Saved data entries
*** Begin section ***
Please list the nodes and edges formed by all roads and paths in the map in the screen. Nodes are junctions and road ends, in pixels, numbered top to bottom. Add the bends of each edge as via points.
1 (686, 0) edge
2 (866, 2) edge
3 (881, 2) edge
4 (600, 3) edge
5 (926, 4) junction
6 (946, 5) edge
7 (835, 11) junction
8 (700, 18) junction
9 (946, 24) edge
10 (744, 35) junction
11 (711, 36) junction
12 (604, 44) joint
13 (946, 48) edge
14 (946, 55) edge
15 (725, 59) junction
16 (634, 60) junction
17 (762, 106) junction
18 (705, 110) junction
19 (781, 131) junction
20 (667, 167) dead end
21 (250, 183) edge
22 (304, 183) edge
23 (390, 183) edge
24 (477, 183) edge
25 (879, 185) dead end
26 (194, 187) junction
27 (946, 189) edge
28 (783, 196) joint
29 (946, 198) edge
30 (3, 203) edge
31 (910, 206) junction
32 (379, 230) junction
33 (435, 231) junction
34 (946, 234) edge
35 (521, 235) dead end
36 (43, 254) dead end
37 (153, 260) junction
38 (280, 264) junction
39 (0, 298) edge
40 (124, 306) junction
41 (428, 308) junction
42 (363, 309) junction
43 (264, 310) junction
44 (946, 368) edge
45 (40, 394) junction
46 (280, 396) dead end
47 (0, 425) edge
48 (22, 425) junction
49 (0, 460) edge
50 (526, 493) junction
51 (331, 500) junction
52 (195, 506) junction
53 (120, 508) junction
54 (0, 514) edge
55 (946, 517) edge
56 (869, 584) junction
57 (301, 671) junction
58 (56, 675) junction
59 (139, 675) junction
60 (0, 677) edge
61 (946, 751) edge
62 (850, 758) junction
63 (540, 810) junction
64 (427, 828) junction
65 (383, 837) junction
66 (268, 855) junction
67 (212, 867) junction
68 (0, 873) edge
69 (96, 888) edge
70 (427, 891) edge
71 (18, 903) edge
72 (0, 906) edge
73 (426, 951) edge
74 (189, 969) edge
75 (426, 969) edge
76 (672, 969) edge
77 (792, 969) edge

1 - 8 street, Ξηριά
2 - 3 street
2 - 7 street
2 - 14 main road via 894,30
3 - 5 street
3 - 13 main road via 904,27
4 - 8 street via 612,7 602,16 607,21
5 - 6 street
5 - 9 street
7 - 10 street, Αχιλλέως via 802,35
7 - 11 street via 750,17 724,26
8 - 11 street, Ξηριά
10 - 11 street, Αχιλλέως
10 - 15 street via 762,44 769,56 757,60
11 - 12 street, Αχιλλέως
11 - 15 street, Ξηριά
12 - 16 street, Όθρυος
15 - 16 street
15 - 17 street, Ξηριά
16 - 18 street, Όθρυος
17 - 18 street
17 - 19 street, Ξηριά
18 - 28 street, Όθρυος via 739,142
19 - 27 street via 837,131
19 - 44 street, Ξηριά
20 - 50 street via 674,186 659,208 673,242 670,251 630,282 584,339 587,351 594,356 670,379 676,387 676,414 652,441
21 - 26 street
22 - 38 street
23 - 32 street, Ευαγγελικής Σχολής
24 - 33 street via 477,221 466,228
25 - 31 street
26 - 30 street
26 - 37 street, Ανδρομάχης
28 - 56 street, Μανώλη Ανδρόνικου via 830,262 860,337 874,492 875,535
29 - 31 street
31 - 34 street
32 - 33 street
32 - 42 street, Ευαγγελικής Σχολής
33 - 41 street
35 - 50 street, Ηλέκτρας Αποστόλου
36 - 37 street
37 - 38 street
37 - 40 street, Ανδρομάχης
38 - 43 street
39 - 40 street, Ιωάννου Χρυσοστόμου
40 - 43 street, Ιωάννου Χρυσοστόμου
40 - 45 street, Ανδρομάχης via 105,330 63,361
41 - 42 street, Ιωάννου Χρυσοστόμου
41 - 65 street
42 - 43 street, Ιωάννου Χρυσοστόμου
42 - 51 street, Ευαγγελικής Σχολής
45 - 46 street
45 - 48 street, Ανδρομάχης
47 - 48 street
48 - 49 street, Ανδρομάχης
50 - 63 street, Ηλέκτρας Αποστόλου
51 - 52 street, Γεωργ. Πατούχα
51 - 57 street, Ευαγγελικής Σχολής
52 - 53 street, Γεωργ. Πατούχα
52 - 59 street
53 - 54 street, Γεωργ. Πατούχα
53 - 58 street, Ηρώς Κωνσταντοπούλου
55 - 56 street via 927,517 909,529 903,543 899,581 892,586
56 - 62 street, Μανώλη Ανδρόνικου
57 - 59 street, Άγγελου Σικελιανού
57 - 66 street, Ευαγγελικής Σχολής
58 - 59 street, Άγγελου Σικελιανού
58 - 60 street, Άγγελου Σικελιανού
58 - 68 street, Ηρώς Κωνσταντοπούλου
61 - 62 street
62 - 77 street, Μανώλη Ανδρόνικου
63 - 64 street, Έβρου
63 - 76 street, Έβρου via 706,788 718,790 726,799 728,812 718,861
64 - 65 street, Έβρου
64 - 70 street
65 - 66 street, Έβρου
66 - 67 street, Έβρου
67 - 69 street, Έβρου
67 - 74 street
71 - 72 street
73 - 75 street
*** End section ***
**Task to carry out:**
Could you restate every record word for word?

**Task output:**
Please list the nodes and edges formed by all roads and paths in the map in the screen. Nodes are junctions and road ends, in pixels, numbered top to bottom. Add the bends of each edge as via points.
1 (686, 0) edge
2 (866, 2) edge
3 (881, 2) edge
4 (600, 3) edge
5 (926, 4) junction
6 (946, 5) edge
7 (835, 11) junction
8 (700, 18) junction
9 (946, 24) edge
10 (744, 35) junction
11 (711, 36) junction
12 (604, 44) joint
13 (946, 48) edge
14 (946, 55) edge
15 (725, 59) junction
16 (634, 60) junction
17 (762, 106) junction
18 (705, 110) junction
19 (781, 131) junction
20 (667, 167) dead end
21 (250, 183) edge
22 (304, 183) edge
23 (390, 183) edge
24 (477, 183) edge
25 (879, 185) dead end
26 (194, 187) junction
27 (946, 189) edge
28 (783, 196) joint
29 (946, 198) edge
30 (3, 203) edge
31 (910, 206) junction
32 (379, 230) junction
33 (435, 231) junction
34 (946, 234) edge
35 (521, 235) dead end
36 (43, 254) dead end
37 (153, 260) junction
38 (280, 264) junction
39 (0, 298) edge
40 (124, 306) junction
41 (428, 308) junction
42 (363, 309) junction
43 (264, 310) junction
44 (946, 368) edge
45 (40, 394) junction
46 (280, 396) dead end
47 (0, 425) edge
48 (22, 425) junction
49 (0, 460) edge
50 (526, 493) junction
51 (331, 500) junction
52 (195, 506) junction
53 (120, 508) junction
54 (0, 514) edge
55 (946, 517) edge
56 (869, 584) junction
57 (301, 671) junction
58 (56, 675) junction
59 (139, 675) junction
60 (0, 677) edge
61 (946, 751) edge
62 (850, 758) junction
63 (540, 810) junction
64 (427, 828) junction
65 (383, 837) junction
66 (268, 855) junction
67 (212, 867) junction
68 (0, 873) edge
69 (96, 888) edge
70 (427, 891) edge
71 (18, 903) edge
72 (0, 906) edge
73 (426, 951) edge
74 (189, 969) edge
75 (426, 969) edge
76 (672, 969) edge
77 (792, 969) edge

1 - 8 street, Ξηριά
2 - 3 street
2 - 7 street
2 - 14 main road via 894,30
3 - 5 street
3 - 13 main road via 904,27
4 - 8 street via 612,7 602,16 607,21
5 - 6 street
5 - 9 street
7 - 10 street, Αχιλλέως via 802,35
7 - 11 street via 750,17 724,26
8 - 11 street, Ξηριά
10 - 11 street, Αχιλλέως
10 - 15 street via 762,44 769,56 757,60
11 - 12 street, Αχιλλέως
11 - 15 street, Ξηριά
12 - 16 street, Όθρυος
15 - 16 street
15 - 17 street, Ξηριά
16 - 18 street, Όθρυος
17 - 18 street
17 - 19 street, Ξηριά
18 - 28 street, Όθρυος via 739,142
19 - 27 street via 837,131
19 - 44 street, Ξηριά
20 - 50 street via 674,186 659,208 673,242 670,251 630,282 584,339 587,351 594,356 670,379 676,387 676,414 652,441
21 - 26 street
22 - 38 street
23 - 32 street, Ευαγγελικής Σχολής
24 - 33 street via 477,221 466,228
25 - 31 street
26 - 30 street
26 - 37 street, Ανδρομάχης
28 - 56 street, Μανώλη Ανδρόνικου via 830,262 860,337 874,492 875,535
29 - 31 street
31 - 34 street
32 - 33 street
32 - 42 street, Ευαγγελικής Σχολής
33 - 41 street
35 - 50 street, Ηλέκτρας Αποστόλου
36 - 37 street
37 - 38 street
37 - 40 street, Ανδρομάχης
38 - 43 street
39 - 40 street, Ιωάννου Χρυσοστόμου
40 - 43 street, Ιωάννου Χρυσοστόμου
40 - 45 street, Ανδρομάχης via 105,330 63,361
41 - 42 street, Ιωάννου Χρυσοστόμου
41 - 65 street
42 - 43 street, Ιωάννου Χρυσοστόμου
42 - 51 street, Ευαγγελικής Σχολής
45 - 46 street
45 - 48 street, Ανδρομάχης
47 - 48 street
48 - 49 street, Ανδρομάχης
50 - 63 street, Ηλέκτρας Αποστόλου
51 - 52 street, Γεωργ. Πατούχα
51 - 57 street, Ευαγγελικής Σχολής
52 - 53 street, Γεωργ. Πατούχα
52 - 59 street
53 - 54 street, Γεωργ. Πατούχα
53 - 58 street, Ηρώς Κωνσταντοπούλου
55 - 56 street via 927,517 909,529 903,543 899,581 892,586
56 - 62 street, Μανώλη Ανδρόνικου
57 - 59 street, Άγγελου Σικελιανού
57 - 66 street, Ευαγγελικής Σχολής
58 - 59 street, Άγγελου Σικελιανού
58 - 60 street, Άγγελου Σικελιανού
58 - 68 street, Ηρώς Κωνσταντοπούλου
61 - 62 street
62 - 77 street, Μανώλη Ανδρόνικου
63 - 64 street, Έβρου
63 - 76 street, Έβρου via 706,788 718,790 726,799 728,812 718,861
64 - 65 street, Έβρου
64 - 70 street
65 - 66 street, Έβρου
66 - 67 street, Έβρου
67 - 69 street, Έβρου
67 - 74 street
71 - 72 street
73 - 75 street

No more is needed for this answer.